For the --obfuscate definition, I think it needs to explicitly say that it obfuscates all user names, not just “euser, PBS dataservice username, owner, managers, operators”. What about the user account names that appear in the server log messages like?

Type 0 request received from user1@centos7.prog.altair.com

If the EDD were made more generic to say “any non-root user account name” it would be simpler and cover all of the necessary cases.

Thanks for the details and the advice Scott.

For capturing the backtrace of all threads, how about using “thread apply all backtrace” ?(https://sourceware.org/gdb/onlinedocs/gdb/Backtrace.html)

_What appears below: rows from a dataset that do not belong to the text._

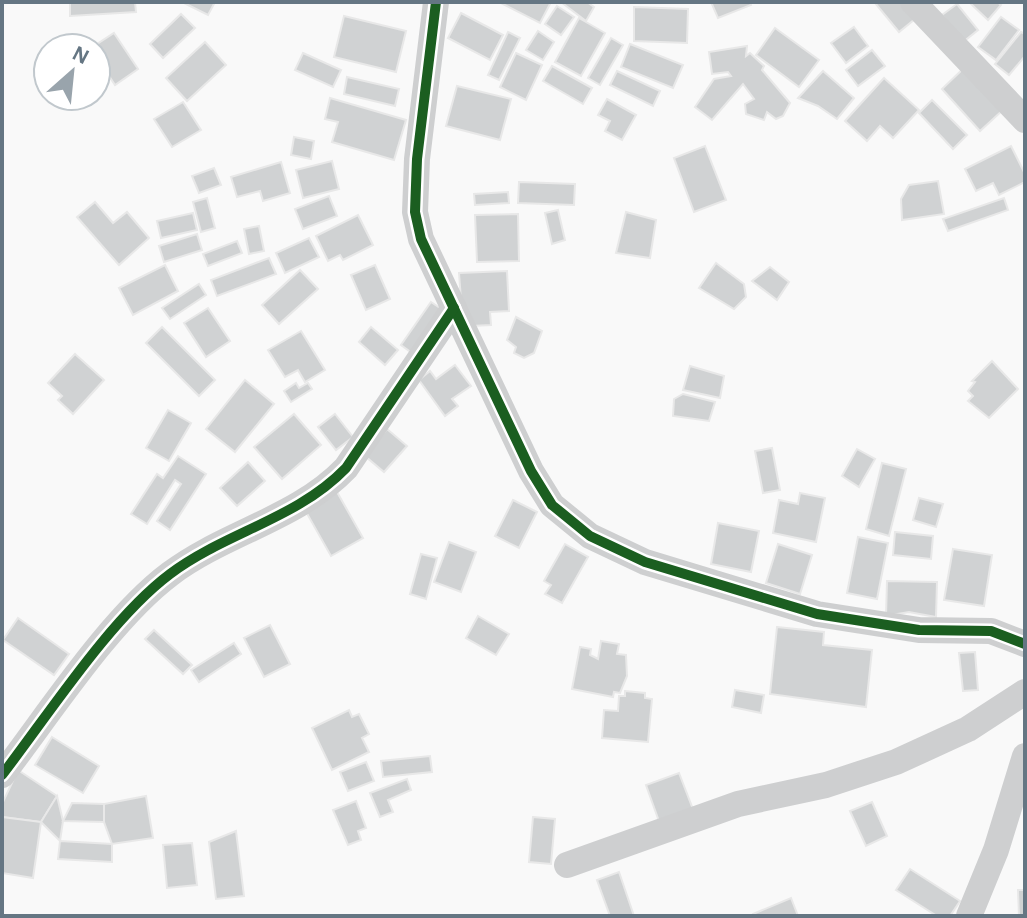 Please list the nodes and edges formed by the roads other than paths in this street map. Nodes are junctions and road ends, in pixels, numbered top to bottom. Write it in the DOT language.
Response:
graph roads {
  1 [pos="436,2"];
  2 [pos="913,2"];
  3 [pos="1025,120"];
  4 [pos="454,308"];
  5 [pos="1025,644"];
  6 [pos="1025,692"];
  7 [pos="1025,756"];
  8 [pos="2,775"];
  9 [pos="567,865"];
  10 [pos="969,916"];
  1 -- 4 [label="street"];
  2 -- 3 [label="street"];
  4 -- 5 [label="street"];
  4 -- 8 [label="street"];
  6 -- 9 [label="street"];
  7 -- 10 [label="street"];
}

And yes, I did have it in the back of my mind that server_priv also contains core files from comm, maybe we should rename the core_files_bt/(sched_priv, server_priv, mom_priv) directories to just core_files_bt/(server, comm, sched, mom) (separating out the comm core file backtraces), what do you think?

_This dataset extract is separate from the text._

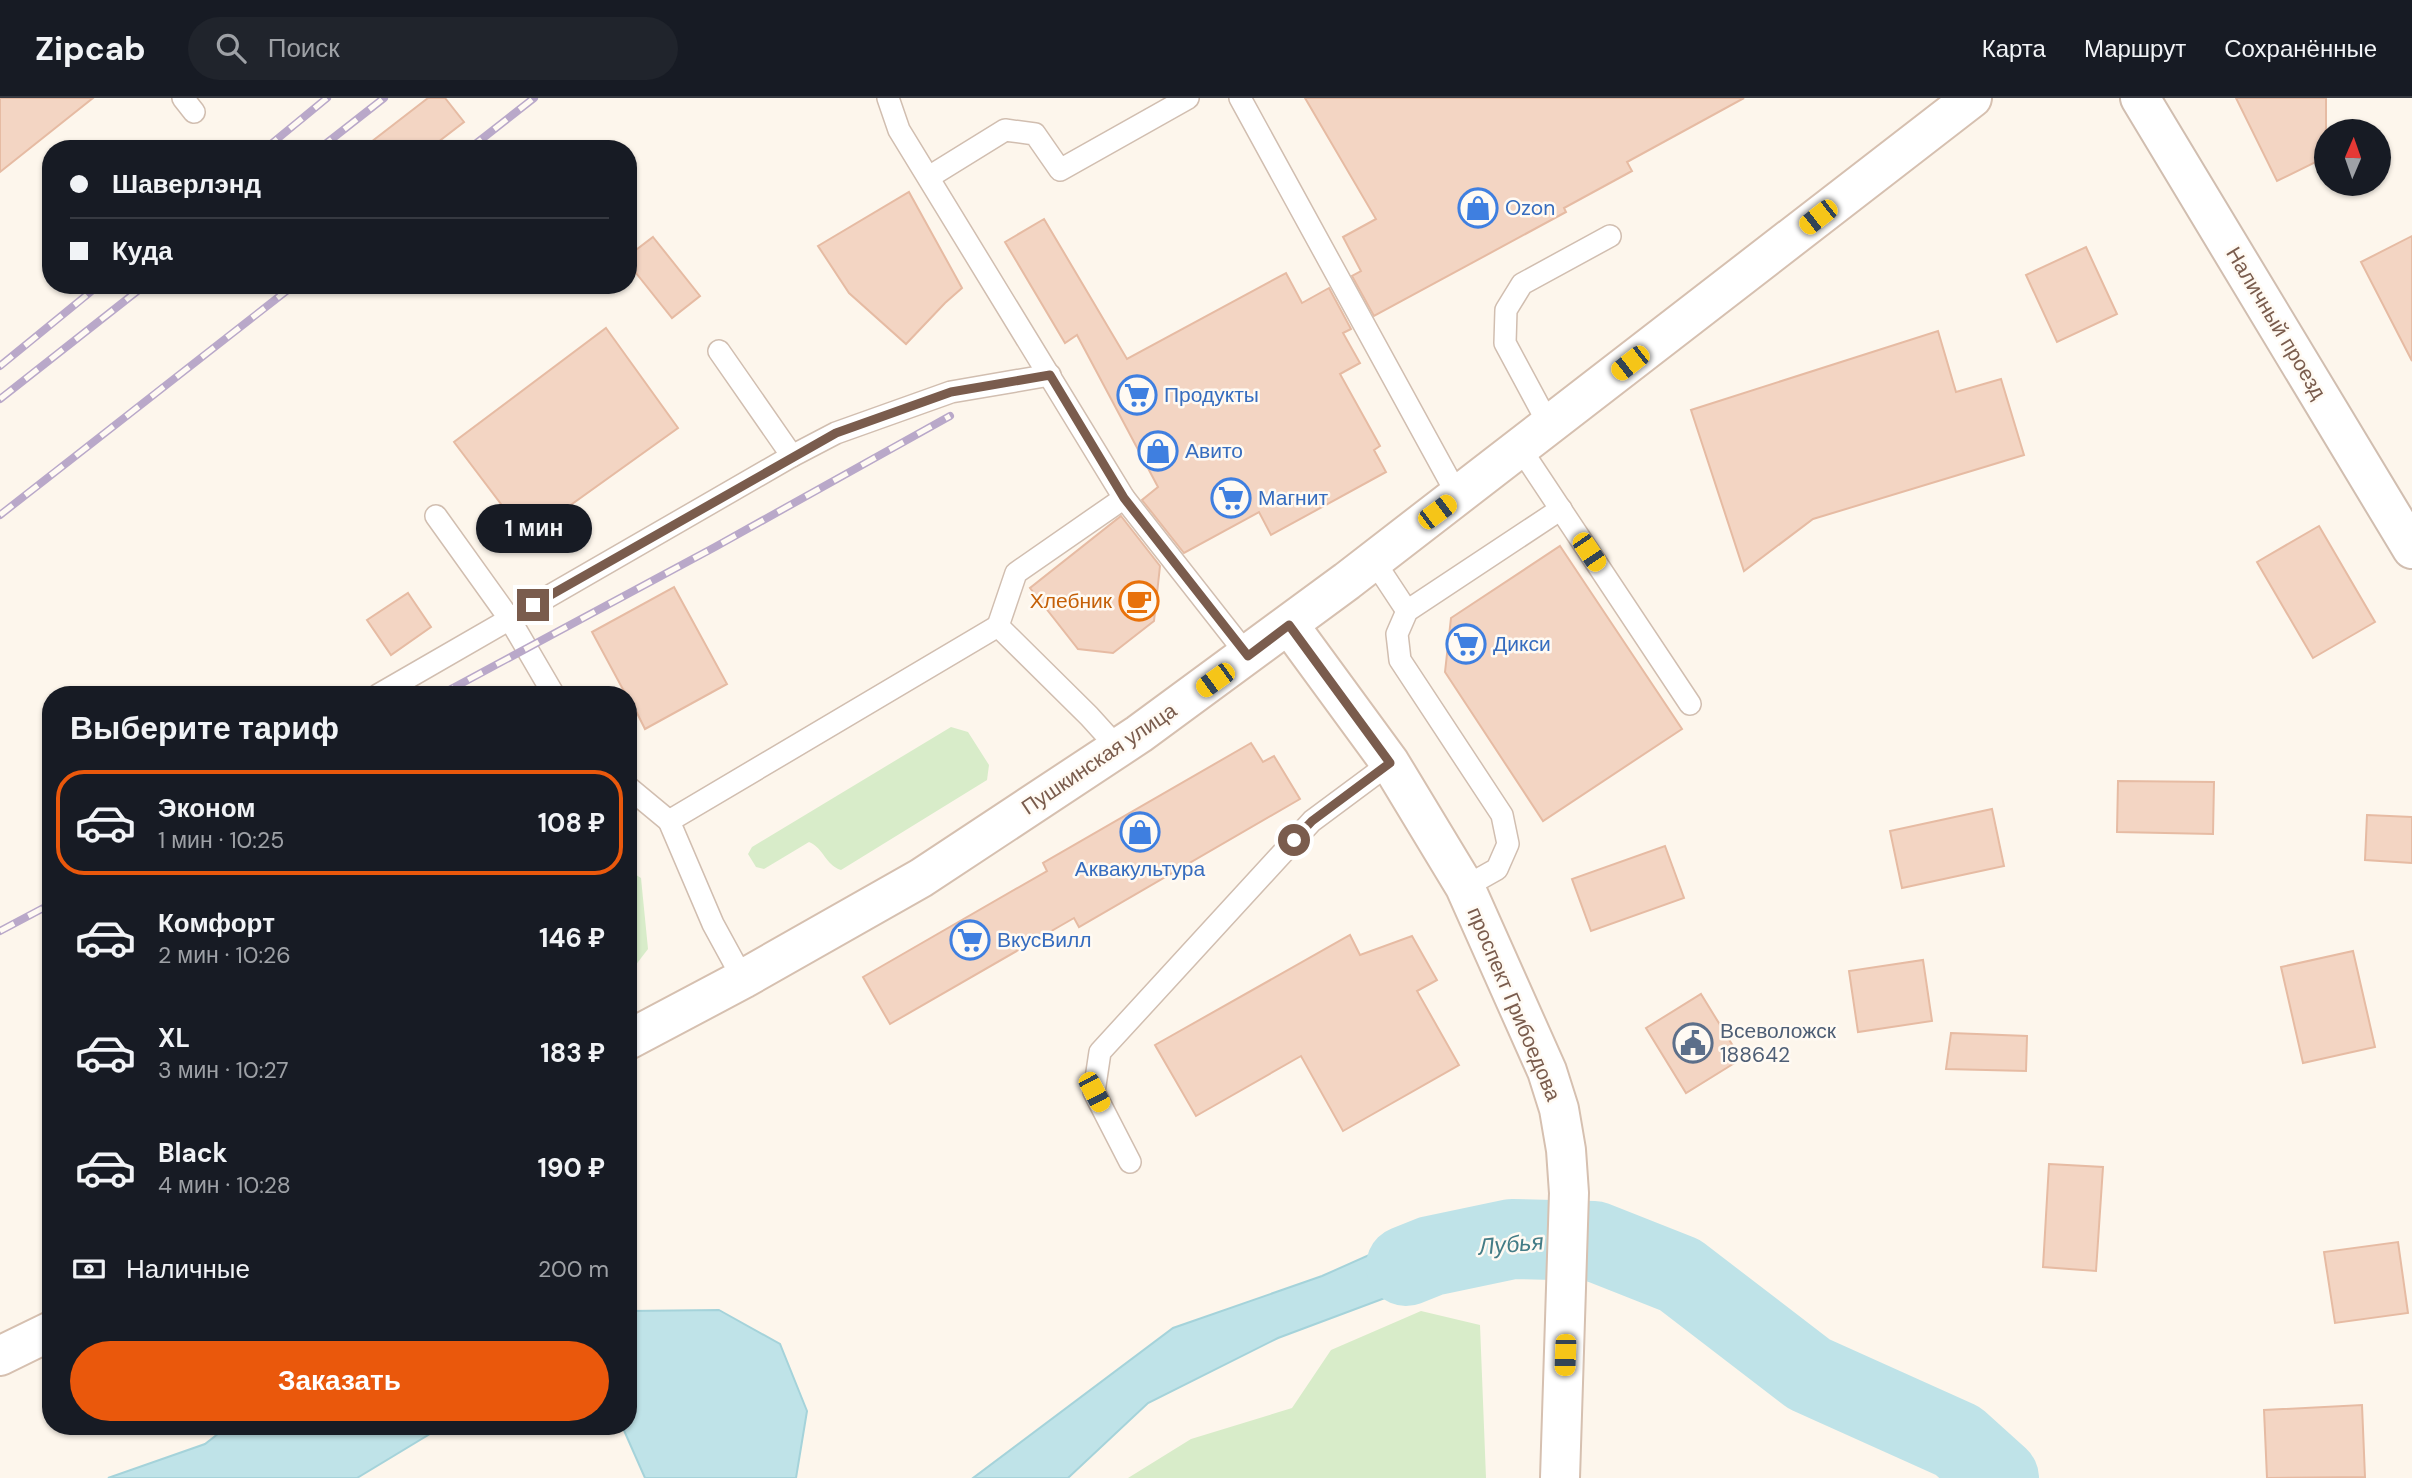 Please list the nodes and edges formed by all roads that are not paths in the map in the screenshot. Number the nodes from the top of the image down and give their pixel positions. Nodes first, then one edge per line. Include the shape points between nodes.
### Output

Hi Ravi, a slight modification to “thread apply all backtrace full” (added full) does appear to produce all of the information we are looking for.

Also, one more little thing to look out for… the core files may have one of two formats (or more, other Linux distros may have a different default naming convention to begin with) since the pbs init script renames them in check_core():

[root@centos7 tmp]# ls -lrt /var/spool/pbs/server_priv/core*
-rw-------. 1 root root 77881344 May  4 09:24 /var/spool/pbs/server_priv/core_0002
-rw-------. 1 root root 68612096 May  4 09:46 /var/spool/pbs/server_priv/core_0001
-rw-------. 1 root root 70922240 May  4 11:26 /var/spool/pbs/server_priv/core.14443
[root@centos7 tmp]# /etc/init.d/pbs start
Starting PBS
Warning: PBS Professional has detected core file(s) in PBS_HOME that require attention!!!
Warning: Please inform your administrator immediately or contact Altair customer support
PBS comm already running.
PBS scheduler already running.
Connecting to PBS dataservice....connected to PBS dataservice@centos7
Using license server at 6200@trlicsrv03
PBS server
[root@centos7 tmp]# ls -lrt /var/spool/pbs/server_priv/core*
-rw-------. 1 root root 77881344 May  4 09:24 /var/spool/pbs/server_priv/core_0002
-rw-------. 1 root root 68612096 May  4 09:46 /var/spool/pbs/server_priv/core_0001
-rw-------. 1 root root 70922240 May  4 11:26 /var/spool/pbs/server_priv/core_0003
n).  

Checking for core* should be fine though. Just FYI.